8 de mayo 2001 - 00:00

Desvío de planes "militar" provocó primera renuncia

Lo que parecía una pelea interna en la Alianza de la Capital, con denuncias sobre supuestas irregularidades en el otorgamiento de subsidios de desempleo, provocó ya la primera renuncia de un funcionario del gobierno nacional, tras las acusaciones de la defensora porteña, Alicia Oliveira, una independiente de izquierda allegada al Frepaso. La investigación sobre planes de ayuda municipales, parecidos a los Trabajar del orden nacional, hizo que alguien hablara ya de los planes «militar».

Se trata de Marcelo Di Stéfano, que ocupaba la dirección de Empleo del Ministerio de Trabajo, y quien, fue vinculado por la defensora a una ONG que habría conformado su padre, Carlos Di Stéfano y a través de la cual, de acuerdo a las denuncias, se desviarían en forma irregular planes laborales de ayuda del Gobierno porteño.

Carlos Di Stéfano fue señalado por Oliveira como uno de los que cobrarían los subsidios a pesar de contar con un empleo público de más de $ 4.000, y que tendría presuntamente como beneficiarios de esos programas a tres de sus cinco hijos.
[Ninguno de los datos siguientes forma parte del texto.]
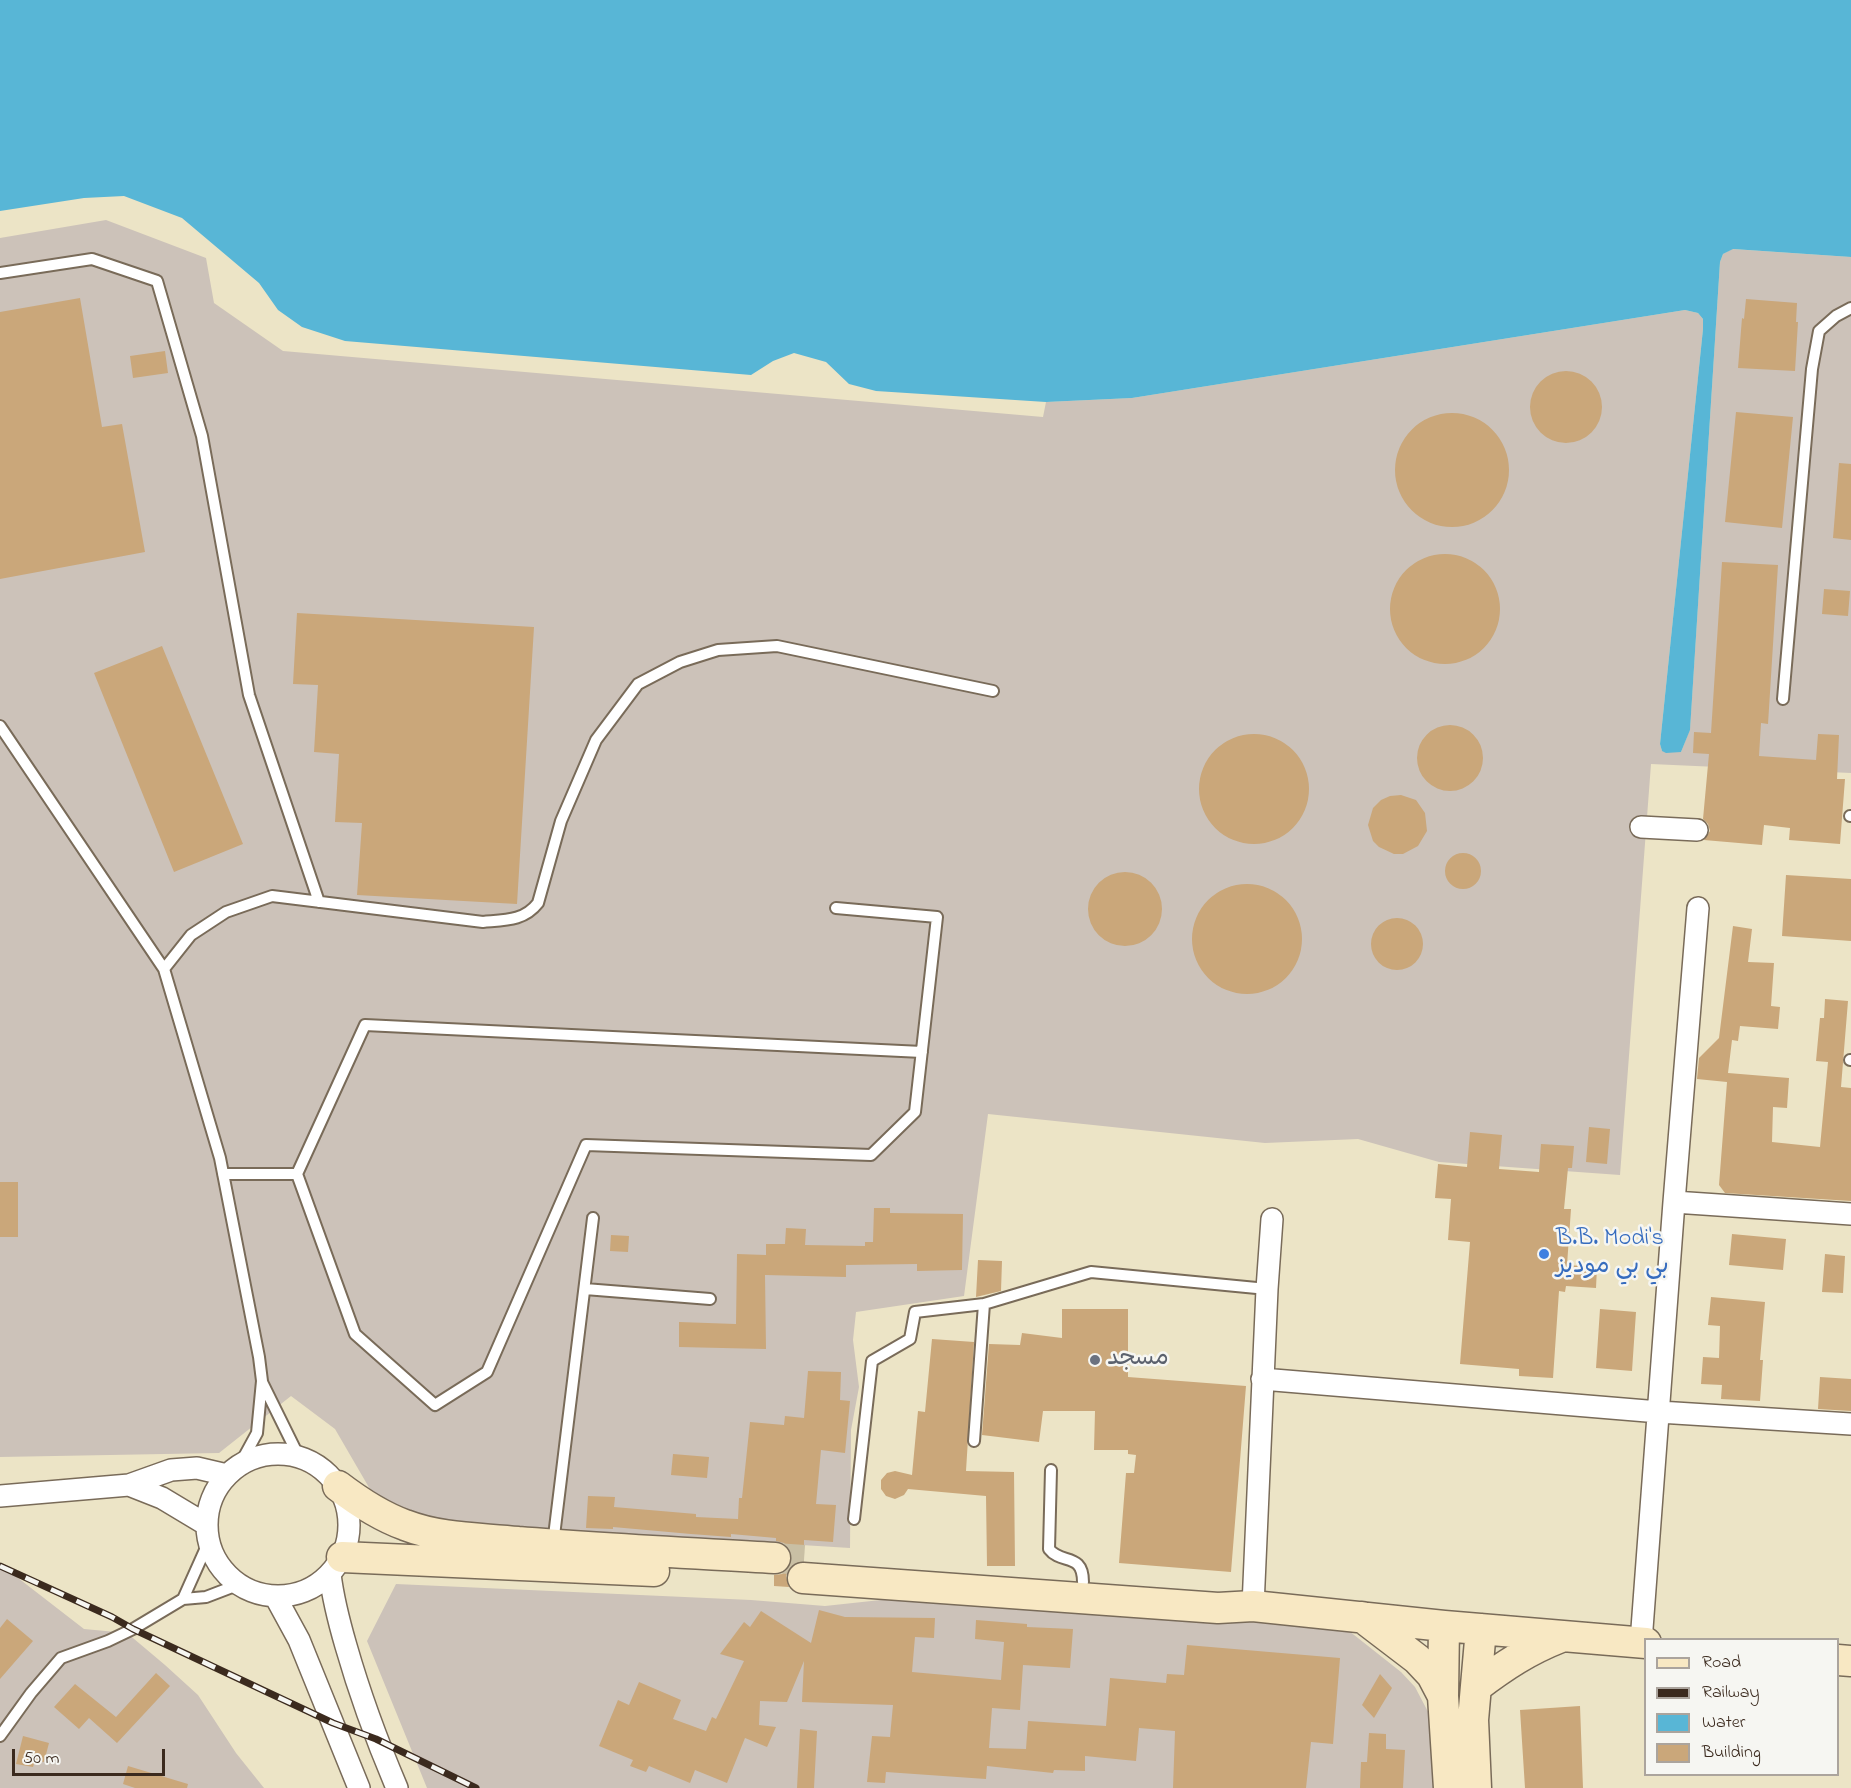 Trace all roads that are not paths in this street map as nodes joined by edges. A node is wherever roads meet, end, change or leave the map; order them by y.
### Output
1 (0, 273) edge
2 (1851, 308) edge
3 (993, 690) dead end
4 (1783, 699) dead end
5 (0, 726) edge
6 (1641, 827) dead end
7 (1697, 830) dead end
8 (319, 902) junction
9 (836, 908) dead end
10 (1698, 908) dead end
11 (165, 969) junction
12 (922, 1052) junction
13 (223, 1174) junction
14 (297, 1174) junction
15 (1674, 1202) junction
16 (1851, 1214) edge
17 (593, 1218) dead end
18 (1272, 1219) dead end
19 (585, 1289) junction
20 (1267, 1289) junction
21 (710, 1299) dead end
22 (984, 1304) junction
23 (1262, 1379) junction
24 (262, 1381) junction
25 (1659, 1412) junction
26 (1851, 1424) edge
27 (974, 1442) dead end
28 (299, 1457) junction
29 (233, 1470) junction
30 (1051, 1470) dead end
31 (129, 1485) junction
32 (338, 1486) junction
33 (0, 1496) edge
34 (854, 1519) dead end
35 (208, 1533) junction
36 (553, 1545) junction
37 (336, 1565) junction
38 (789, 1568) junction
39 (978, 1582) junction
40 (1083, 1582) junction
41 (240, 1584) junction
42 (275, 1596) junction
43 (183, 1599) junction
44 (1250, 1606) junction
45 (1362, 1617) junction
46 (1444, 1626) junction
47 (1481, 1629) junction
48 (1564, 1636) junction
49 (1643, 1643) edge
50 (1476, 1687) junction
51 (1443, 1696) junction
52 (0, 1736) edge
53 (359, 1788) edge
54 (397, 1788) edge
55 (1449, 1788) edge
56 (1476, 1788) edge

1 - 8 lane
2 - 4 lane
3 - 8 lane
5 - 11 lane
6 - 7 street
8 - 11 lane
9 - 12 lane
10 - 15 street
11 - 13 lane
12 - 14 lane
12 - 14 lane
13 - 14 lane
13 - 24 lane
15 - 16 street
15 - 25 street
17 - 19 lane
18 - 20 street
19 - 21 lane
19 - 36 lane
20 - 22 lane
20 - 23 street
22 - 27 lane
22 - 34 lane
23 - 25 street
23 - 44 street
24 - 28 lane
24 - 29 lane
25 - 26 street
25 - 49 street
28 - 29 street
28 - 32 street
29 - 31 street
29 - 35 street
30 - 40 lane
31 - 33 street
31 - 35 street
32 - 36 main road
32 - 37 street
35 - 41 street
35 - 43 lane
36 - 38 main road
37 - 38 main road
37 - 42 street
37 - 54 street
38 - 39 main road
39 - 40 main road
39 - 44 main road
40 - 44 main road
41 - 42 street
41 - 43 lane
42 - 53 street
43 - 52 lane
44 - 45 main road
45 - 46 main road
45 - 51 main road
46 - 47 main road
46 - 51 main road
47 - 48 main road
47 - 50 main road
48 - 49 main road
48 - 50 main road
50 - 56 main road
51 - 55 main road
El renunciante, Marcelo, envió a la ministra Patricia Bulrich una carta con los motivos de su renuncia, en la que afirma que «no tengo ni tuve nada que ver con el programa Nuevos Roles Laborales, sí tuvieron que ver familiares directos míos y una ONG que me pidió que certificara sus estatutos como abogado». Di Stéfano asegura, además, que en la Defensoría trabajan 20 personas «siendo beneficiarios del programa Nuevos Roles Laborales», que está destinado a padres de familia desocupados.

El funcionario aclara que la dirección que ocupaba hasta el viernes depende del gobierno nacional y no del porteño, sobre el cual hizo la investigación Oliveira, a la que también aportó elementos la legisla-dora de Izquierda Unida, Vilma Ripoll. «A pesar de no sentirme involucrado bajo ningún aspecto» y «de tener la certeza de no recibir ninguna imputación jurídica», dijo Di Stéfano en el texto de su renuncia.

Escalofrío

El alejamiento del funcionario provocó escalofrío en el gobierno nacional, ya que la dimisión no obedeció a una resolución judicial que podría comprometerlo. El temor parte de que se convierta en práctica que tan sólo con una acusación se pueda desplazar a una persona de su cargo, aun cuando como en este caso, se trata de menor jerarquía.

El programa Nuevos Roles Laborales, del Gobierno porteño, sobre el que Oliveira comenzó sus denuncias, se creó en 1999, para asistir con $ 200 para la capacitación de jefes de familia desocupados y según la defensora se desviaron a militantes de Franja Morada, la agrupación estudiantil del radicalismo.

El miércoles pasado
Oliveira concurrió a la Legislatura porteña para dar informes sobre esa situación. En un primer ataque, Oliveira se lanzó contra Rafael Veljanovich, quien era defensor adjunto en su oficina y pasó a desempeñarse como subsecretario de Acción Social del Gobierno porteño. La defensora dio cuenta de una denuncia de una ex empleada del radical que habría cobrado uno de esos planes supuestamente para entregar el dinero a un funcionario.

«Sin ser incauto siempre confié en la buena fe de la gente que trabajaba conmigo, si se cometió alguna irregularidad deberá responder cada uno por lo que hizo. Esa persona jamás puso en mi conocimiento esa situación, deberá responder de acuerdo al juicio de su conducta personal», se defendió Veljanovich acerca de su empleada. «Es una inmoralidad desvirtuar el objeto de los planes sociales», aseguró el radical.

Luego, con la ampliación de la denuncia resultó que uno de los más complicados es quien manejaba esos planes en la Ciudad en la gestión anterior a
Ibarra, de acuerdo a Oliveira. Se trata de Jorge Viscuso.